Chopper Squad is an Australian television series produced by the Reg Grundy Organisation for the 0-10 Network (as it was then known).

The series recounted the work of a helicopter rescue team operating on Dee Why beach in Sydney.

Production

Pilot
The original pilot was made in 1976, airing in Melbourne in November 1976 and Newcastle (NSW) in August 1977. There was quite a time lag between the pilot and the series going to air in May 1978.

As with many series there were changes between the initial pilot and the series. Three actors from the pilot did not continue into the series - Rebecca Gilling, Max Osbiston and Tony Bonner.

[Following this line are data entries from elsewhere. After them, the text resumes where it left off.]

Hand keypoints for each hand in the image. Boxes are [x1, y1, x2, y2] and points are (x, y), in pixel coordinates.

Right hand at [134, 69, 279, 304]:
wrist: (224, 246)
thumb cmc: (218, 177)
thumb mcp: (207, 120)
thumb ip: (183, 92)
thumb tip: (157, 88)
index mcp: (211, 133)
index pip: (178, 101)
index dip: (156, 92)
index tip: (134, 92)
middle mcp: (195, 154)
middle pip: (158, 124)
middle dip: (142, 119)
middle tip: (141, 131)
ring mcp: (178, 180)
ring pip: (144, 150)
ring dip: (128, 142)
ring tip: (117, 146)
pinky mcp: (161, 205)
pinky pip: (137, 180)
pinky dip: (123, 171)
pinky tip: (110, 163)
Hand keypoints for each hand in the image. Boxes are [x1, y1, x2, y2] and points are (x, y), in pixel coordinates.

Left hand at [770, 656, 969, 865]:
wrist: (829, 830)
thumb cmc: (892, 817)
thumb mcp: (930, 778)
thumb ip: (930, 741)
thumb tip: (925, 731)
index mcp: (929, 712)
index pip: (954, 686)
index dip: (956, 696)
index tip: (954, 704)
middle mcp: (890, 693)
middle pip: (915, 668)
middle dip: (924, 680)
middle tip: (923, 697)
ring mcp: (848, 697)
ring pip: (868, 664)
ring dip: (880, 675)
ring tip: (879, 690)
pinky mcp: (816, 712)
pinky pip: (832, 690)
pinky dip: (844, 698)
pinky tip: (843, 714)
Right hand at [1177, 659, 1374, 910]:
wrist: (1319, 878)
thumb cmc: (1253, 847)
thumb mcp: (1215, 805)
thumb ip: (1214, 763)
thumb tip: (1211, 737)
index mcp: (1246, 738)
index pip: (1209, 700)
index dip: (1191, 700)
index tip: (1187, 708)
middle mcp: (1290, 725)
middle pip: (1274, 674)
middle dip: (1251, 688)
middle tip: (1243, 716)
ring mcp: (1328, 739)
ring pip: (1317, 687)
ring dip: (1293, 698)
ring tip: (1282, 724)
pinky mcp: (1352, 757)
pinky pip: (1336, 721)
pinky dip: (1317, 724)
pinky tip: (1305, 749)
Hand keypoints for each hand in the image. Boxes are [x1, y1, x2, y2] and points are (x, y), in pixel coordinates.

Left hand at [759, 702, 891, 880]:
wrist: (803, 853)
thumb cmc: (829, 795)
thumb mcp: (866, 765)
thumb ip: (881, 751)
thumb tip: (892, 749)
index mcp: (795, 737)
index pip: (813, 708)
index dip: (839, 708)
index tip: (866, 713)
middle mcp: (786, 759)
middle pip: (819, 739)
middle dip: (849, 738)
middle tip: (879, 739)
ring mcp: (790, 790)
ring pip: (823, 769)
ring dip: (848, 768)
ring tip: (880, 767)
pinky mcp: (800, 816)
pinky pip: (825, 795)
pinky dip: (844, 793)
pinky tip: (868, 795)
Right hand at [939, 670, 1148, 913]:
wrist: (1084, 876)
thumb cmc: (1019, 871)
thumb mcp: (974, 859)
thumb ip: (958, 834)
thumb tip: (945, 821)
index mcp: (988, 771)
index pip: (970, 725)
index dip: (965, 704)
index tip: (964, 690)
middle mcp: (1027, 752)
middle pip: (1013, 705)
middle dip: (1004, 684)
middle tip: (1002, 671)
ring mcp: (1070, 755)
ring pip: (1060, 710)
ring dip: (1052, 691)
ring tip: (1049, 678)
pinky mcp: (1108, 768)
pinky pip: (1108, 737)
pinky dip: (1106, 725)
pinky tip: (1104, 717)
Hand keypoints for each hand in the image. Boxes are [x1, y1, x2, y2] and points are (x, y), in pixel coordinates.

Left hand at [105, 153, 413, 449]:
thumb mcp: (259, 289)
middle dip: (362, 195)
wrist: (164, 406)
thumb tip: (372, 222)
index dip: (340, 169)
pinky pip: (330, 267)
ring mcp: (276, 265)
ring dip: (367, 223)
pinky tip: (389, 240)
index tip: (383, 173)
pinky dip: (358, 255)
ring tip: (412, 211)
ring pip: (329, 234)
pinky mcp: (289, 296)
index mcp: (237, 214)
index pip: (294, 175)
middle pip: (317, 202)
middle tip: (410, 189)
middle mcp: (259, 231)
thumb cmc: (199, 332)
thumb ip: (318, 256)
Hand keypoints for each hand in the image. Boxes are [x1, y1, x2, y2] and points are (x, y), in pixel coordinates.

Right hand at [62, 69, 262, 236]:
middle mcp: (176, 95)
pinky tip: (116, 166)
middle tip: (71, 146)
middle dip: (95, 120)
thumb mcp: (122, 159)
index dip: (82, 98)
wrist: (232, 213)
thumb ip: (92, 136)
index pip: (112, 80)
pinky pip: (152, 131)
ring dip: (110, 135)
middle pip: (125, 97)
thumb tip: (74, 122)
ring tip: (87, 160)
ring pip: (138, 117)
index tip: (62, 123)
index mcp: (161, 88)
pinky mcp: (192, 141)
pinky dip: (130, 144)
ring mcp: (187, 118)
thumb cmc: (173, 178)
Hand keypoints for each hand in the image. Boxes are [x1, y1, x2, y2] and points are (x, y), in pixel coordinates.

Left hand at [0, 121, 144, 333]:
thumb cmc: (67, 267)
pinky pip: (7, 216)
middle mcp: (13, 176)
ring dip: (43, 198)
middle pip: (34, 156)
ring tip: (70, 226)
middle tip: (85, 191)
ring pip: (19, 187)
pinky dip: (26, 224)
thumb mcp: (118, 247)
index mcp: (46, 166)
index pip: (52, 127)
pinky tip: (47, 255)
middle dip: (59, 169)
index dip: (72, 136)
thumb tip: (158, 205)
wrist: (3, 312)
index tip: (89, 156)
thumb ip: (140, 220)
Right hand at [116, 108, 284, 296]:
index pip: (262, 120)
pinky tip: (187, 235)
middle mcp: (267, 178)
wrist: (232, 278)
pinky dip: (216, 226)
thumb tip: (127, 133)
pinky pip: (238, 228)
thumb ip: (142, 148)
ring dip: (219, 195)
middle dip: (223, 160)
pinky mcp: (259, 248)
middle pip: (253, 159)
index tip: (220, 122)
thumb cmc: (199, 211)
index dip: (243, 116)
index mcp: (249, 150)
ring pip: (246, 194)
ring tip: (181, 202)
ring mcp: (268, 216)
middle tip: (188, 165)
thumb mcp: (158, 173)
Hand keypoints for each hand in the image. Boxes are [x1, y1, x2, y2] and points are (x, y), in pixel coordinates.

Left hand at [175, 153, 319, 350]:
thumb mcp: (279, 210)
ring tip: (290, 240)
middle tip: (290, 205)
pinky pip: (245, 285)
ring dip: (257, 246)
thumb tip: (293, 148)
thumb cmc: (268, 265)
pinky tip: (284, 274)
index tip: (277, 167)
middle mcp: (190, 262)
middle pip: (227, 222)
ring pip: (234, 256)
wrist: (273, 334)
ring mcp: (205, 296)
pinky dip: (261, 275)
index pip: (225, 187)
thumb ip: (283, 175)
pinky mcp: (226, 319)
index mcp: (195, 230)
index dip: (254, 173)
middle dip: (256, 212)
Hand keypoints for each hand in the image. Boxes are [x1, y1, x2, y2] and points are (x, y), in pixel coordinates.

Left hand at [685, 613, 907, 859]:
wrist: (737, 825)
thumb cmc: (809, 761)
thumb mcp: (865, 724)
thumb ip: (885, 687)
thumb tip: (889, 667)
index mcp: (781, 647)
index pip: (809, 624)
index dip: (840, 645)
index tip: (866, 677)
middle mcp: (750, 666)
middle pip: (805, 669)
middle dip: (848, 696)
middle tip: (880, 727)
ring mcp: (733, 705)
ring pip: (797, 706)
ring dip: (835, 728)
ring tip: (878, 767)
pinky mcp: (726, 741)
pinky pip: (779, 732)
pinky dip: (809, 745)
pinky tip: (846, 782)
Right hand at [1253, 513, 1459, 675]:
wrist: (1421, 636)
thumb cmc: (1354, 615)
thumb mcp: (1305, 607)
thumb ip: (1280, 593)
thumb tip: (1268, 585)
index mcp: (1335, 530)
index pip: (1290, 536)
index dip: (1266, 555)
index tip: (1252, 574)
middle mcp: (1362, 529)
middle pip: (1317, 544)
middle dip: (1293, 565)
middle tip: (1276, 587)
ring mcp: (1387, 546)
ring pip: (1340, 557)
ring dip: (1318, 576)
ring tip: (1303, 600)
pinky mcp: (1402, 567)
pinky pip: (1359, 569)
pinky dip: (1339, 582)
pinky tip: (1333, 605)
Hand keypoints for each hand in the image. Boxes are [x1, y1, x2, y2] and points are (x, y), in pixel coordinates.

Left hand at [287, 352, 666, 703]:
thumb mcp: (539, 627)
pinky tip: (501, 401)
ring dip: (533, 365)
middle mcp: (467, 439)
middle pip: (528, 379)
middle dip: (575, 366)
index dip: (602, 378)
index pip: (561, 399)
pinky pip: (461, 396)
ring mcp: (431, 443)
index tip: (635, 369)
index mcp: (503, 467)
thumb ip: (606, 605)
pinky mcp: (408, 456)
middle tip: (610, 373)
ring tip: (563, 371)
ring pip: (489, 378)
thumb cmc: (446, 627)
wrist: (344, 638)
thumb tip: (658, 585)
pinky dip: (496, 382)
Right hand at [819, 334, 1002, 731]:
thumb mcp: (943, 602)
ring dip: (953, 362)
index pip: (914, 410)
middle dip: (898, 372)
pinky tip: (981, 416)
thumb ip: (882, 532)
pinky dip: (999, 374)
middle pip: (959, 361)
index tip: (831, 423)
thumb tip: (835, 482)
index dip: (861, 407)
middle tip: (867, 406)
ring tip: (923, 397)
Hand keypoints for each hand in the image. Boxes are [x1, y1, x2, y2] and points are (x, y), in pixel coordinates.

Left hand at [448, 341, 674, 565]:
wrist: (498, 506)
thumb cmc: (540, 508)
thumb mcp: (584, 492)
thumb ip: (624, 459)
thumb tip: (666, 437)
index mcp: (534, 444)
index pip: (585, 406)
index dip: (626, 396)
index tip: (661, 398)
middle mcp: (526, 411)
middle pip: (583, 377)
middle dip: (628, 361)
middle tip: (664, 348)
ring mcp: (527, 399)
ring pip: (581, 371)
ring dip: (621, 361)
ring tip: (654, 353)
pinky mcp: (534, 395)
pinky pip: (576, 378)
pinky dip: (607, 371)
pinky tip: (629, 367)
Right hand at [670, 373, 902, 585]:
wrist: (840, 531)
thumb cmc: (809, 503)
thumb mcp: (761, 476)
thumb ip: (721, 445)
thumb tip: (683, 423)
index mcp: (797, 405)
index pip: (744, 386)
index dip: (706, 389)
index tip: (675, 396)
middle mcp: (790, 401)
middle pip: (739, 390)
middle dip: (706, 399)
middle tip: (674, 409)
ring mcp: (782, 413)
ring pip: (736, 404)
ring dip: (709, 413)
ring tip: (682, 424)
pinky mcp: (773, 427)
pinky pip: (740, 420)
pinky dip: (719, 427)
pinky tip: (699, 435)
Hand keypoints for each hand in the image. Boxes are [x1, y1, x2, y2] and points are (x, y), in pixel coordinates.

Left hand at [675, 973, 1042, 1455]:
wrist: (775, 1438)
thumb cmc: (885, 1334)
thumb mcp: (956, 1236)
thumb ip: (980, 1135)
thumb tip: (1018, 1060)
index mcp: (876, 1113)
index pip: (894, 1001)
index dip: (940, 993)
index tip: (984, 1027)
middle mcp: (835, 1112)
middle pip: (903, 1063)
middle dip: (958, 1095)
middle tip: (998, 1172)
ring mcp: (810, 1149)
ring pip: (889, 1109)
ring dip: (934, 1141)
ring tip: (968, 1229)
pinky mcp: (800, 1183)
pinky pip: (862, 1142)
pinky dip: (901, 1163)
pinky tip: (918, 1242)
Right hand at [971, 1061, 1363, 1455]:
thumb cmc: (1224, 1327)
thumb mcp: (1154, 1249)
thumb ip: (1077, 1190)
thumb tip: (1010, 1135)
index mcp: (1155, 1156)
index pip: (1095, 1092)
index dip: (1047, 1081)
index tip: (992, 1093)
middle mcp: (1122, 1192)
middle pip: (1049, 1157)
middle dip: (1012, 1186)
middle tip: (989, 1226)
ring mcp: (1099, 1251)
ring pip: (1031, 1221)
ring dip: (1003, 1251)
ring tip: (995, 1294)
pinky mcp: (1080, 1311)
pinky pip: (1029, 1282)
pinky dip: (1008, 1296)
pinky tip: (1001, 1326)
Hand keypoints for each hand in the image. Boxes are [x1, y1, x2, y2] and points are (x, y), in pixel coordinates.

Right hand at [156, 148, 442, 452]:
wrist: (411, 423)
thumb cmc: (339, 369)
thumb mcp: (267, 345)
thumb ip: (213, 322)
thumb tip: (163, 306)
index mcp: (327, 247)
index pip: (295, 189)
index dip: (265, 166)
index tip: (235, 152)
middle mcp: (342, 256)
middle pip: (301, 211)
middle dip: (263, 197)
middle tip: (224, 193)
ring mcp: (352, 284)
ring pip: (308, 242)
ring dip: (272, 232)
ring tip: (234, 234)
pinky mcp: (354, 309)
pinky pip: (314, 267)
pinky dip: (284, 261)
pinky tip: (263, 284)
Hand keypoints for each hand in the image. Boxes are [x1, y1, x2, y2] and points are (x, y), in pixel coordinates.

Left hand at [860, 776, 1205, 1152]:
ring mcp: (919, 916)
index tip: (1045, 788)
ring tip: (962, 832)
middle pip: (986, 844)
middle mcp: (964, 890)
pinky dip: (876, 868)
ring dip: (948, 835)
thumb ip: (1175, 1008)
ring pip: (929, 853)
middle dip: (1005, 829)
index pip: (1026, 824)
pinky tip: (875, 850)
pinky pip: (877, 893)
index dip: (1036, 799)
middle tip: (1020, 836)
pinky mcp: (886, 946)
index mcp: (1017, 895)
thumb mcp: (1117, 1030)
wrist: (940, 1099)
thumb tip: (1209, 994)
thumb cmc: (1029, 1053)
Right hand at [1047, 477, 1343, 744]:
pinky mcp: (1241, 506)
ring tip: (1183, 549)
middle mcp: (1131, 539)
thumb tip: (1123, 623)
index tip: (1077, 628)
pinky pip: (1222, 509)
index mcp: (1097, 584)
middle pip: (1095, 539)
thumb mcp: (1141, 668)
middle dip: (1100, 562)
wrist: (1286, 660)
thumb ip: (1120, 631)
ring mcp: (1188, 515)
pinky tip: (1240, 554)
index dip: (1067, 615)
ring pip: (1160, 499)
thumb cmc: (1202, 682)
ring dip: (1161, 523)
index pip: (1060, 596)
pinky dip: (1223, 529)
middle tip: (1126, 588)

Additionally, the surnames of characters Phil and Tim were changed.

Series
The pilot was followed by two series with a total of 26 episodes airing between 1978 and 1979. Shortly after the show began, the " rescue helicopter base" moved its operations from Dee Why Beach Surf Life Saving Club to Palm Beach Surf Lifesaving Club.

Cast

Main cast 
The leading cast members included Dennis Grosvenor who played rescuer Jebbie Best, Robert Coleby, Eric Oldfield, Jeanie Drynan and Tony Hughes.

Guest actors 
Notable guest actors included Tom Richards, Rebecca Gilling, Vincent Ball, Christine Amor, Alwyn Kurts, Anne Haddy, Joanna Lockwood, Zoe Bertram, John Clayton, Lucky Grills, Adrian Wright, Normie Rowe, Carmen Duncan, Candy Raymond, Peter Bensley, Don Barker,  Brian Wenzel, Belinda Giblin, Tina Bursill, John Fegan, Serge Lazareff, Maggie Kirkpatrick, Ian Gilmour, Vince Martin, Delvene Delaney, Patsy King, James Condon, Chris Orchard, Gordon Piper, Abigail, Nick Tate, Richard Moir, Vincent Gil, Elizabeth Alexander, George Spartels, Shane Porteous, Gerda Nicolson, Sigrid Thornton, Sean Scully, Briony Behets, Alan Cinis and Diane Craig.

The helicopters

VH-UCH

VH-UCH, a Bell 206A, only appeared in the pilot.

VH-FHF

VH-FHF was used for the main series. In real life VH-FHF a Bell 206B "Jet Ranger II" was initially used from approximately 1977 by Westpac Life Saver Rescue Helicopter Service, that was established by Surf Life Saving Australia in 1973 on an initial sponsorship of $25 000 from the Bank of New South Wales (now Westpac).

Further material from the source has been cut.